Right now we’re scaling the business, so we’re putting in place a ton of systems and technology in order to grow internally and amongst clients, serve clients better, and just generally be a better company as it relates to production and everything else we offer. Coming up you’ll see a lot more products and offerings around how content can be better used to produce fans.
Right now, the market wants to solve the problem of production. As it stands today, a lot of production is focused on live broadcast and video-on-demand workouts when there’s a whole other side of the iceberg related to storytelling, TV shows, shoulder programming, and live events. Ultimately that’s the stuff that’s more heavily tied into our vision of using content to create fans.

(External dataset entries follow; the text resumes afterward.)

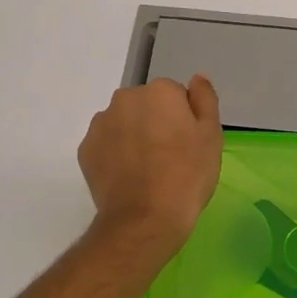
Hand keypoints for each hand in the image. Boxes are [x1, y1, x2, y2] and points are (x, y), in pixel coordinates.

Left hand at [78, 76, 222, 251]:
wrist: (145, 219)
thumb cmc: (187, 176)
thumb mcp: (211, 136)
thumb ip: (205, 99)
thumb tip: (197, 78)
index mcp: (159, 91)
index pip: (175, 96)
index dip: (184, 120)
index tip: (188, 144)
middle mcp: (125, 99)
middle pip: (146, 106)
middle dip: (155, 123)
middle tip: (169, 158)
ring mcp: (101, 124)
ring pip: (123, 124)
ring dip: (133, 137)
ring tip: (146, 171)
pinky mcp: (85, 149)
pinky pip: (106, 145)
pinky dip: (115, 155)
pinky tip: (128, 178)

Some people take that and interpret it as having production on one side of a bridge leading to content on the other but what I’m saying is that actually, content is just the bridge, and the other side is the fans – that’s where your focus should be, and that’s what we’re working towards.
We are and will be the leading fitness media and entertainment company with production, talent and a whole slew of other things. Yes, I said entertainment – you’ll just have to watch and see what I mean by that.